Das denkende neutrale und ehemals feindliche Ausland hat es, wie es aus vielen Verlautbarungen hervorgeht, sehr bald eingesehen, daß es ein großer Fehler war, Deutschland seiner Kolonien zu berauben, denn heute sei aus dem einstigen Konkurrenten aus Arbeitsdrang und Fleiß ein nicht minder gefährlicher Konkurrent aus Not unseren gegnern in unserem versklavten Vaterlande erwachsen. Deshalb gilt es für alle, denen die Zukunft des veterlandes am herzen liegt, nicht nur mit dem Wort, sondern auch mit der Tat einzustehen für den kolonialen Gedanken, für die Forderung, die an die ganze Welt gerichtet ist:

'Gebt uns unsre Kolonien wieder!'

Der zweite Redner des Abends, Pater Sonnenschein OSB., sprach von den ganz anderen Voraussetzungen, unter denen heute der Missionar an die Seelsorge der Kolonialvölker herangehen müsse. Die sozialen Probleme des weißen Proletariats seien heute auch den Kolonialvölkern erwachsen.

Der Redner ging dann auf das heute so viel in Deutschland angewandte Schlagwort ein: 'Wozu brauchen wir Übersee-Kolonien? - der Osten ist unser Schicksal!' der verlockende Gedanke der Ostraumpolitik, der die ganze Mittelalterliche Romantik der Ordensritter und der Hanse mit sich vereine, sei heute durch die Verschiebung nach dem Westen und die wirtschaftliche und kulturelle Umstellung der Völker nicht mehr in dem Maße durchführbar, wie es für eine fruchtbare Kolonisierung erforderlich sei. Im Osten könnten wir wohl einen Teil unseres Menschenüberschusses unterbringen, aber die notwendigen tropischen Rohstoffquellen bleiben dadurch für unsere Industrie verschlossen.

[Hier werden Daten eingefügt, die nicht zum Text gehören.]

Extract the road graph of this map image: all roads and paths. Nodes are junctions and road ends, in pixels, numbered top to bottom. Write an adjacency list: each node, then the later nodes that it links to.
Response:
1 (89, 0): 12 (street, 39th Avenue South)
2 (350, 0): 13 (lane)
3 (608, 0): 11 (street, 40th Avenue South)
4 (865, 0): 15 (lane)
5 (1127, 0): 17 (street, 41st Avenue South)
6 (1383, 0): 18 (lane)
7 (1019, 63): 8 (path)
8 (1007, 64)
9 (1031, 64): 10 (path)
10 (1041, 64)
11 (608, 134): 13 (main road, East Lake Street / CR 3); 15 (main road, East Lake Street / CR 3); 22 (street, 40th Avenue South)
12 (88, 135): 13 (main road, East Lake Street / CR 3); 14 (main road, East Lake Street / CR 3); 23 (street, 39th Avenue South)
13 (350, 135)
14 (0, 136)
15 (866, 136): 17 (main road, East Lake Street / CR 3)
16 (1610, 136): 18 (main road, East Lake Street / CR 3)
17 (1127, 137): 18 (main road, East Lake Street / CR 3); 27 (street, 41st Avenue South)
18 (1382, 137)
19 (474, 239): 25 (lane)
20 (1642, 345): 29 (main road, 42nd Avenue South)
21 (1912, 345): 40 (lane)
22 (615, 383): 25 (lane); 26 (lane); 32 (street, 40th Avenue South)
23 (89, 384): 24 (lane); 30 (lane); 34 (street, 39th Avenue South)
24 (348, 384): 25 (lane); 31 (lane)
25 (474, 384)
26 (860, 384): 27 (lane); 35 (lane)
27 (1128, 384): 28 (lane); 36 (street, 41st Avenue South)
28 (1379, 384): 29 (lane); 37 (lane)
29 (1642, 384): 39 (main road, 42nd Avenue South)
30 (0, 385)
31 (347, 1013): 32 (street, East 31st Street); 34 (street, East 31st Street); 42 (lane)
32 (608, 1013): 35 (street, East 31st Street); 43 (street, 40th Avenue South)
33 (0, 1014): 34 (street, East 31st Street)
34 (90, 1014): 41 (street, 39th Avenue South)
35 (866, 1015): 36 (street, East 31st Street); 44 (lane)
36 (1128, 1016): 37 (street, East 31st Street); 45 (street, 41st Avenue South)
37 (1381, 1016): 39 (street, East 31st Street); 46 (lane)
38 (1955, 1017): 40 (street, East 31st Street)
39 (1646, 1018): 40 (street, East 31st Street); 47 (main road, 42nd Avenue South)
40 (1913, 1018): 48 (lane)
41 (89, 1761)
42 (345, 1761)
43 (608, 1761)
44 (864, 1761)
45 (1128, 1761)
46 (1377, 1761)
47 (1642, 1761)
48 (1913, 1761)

Für die 65 Millionen Deutsche, die heute auf dem viel zu engen deutschen Raum zusammengepfercht sind, müsse wieder ein Raum gefunden werden, wohin sie ihr Vaterland mitnehmen und wo sie es sich erhalten können, wo sie nicht als Fremdling in der Masse des artfremden Volkes untergehen und ihrer Hände Arbeit anderen zugute kommt. Die Kinder dieser Auswanderer müssen dem deutschen Volksstamm erhalten werden. Solange die Deutschen sich nicht nicht selbst regen, nütze alles Klagen nichts. Von der eigenen Person müsse die Hilfe kommen. Ein großer Teil unserer städtischen Bevölkerung hätte durch die Landflucht die wahre Arbeitskraft verloren und wäre, statt mit dieser, erfüllt mit Tarif- und Unterstützungsforderungen, ohne etwas geleistet zu haben. In dem freiwilligen Arbeitsdienst zeigen sich Möglichkeiten, die arbeitswilligen, verantwortungsbewußten jungen Leute für die Auslandskolonisation zu schulen und zu prüfen. Bei aller Objektivität dürfen wir den hohnlachenden Feinden, die uns auf dem absteigenden Aste wähnen, nicht den Gefallen tun und uns selbst entmannen. Nur durch zäheste Energie und unermüdliche Arbeit können wir uns wieder einen Platz an der Sonne erkämpfen. vT."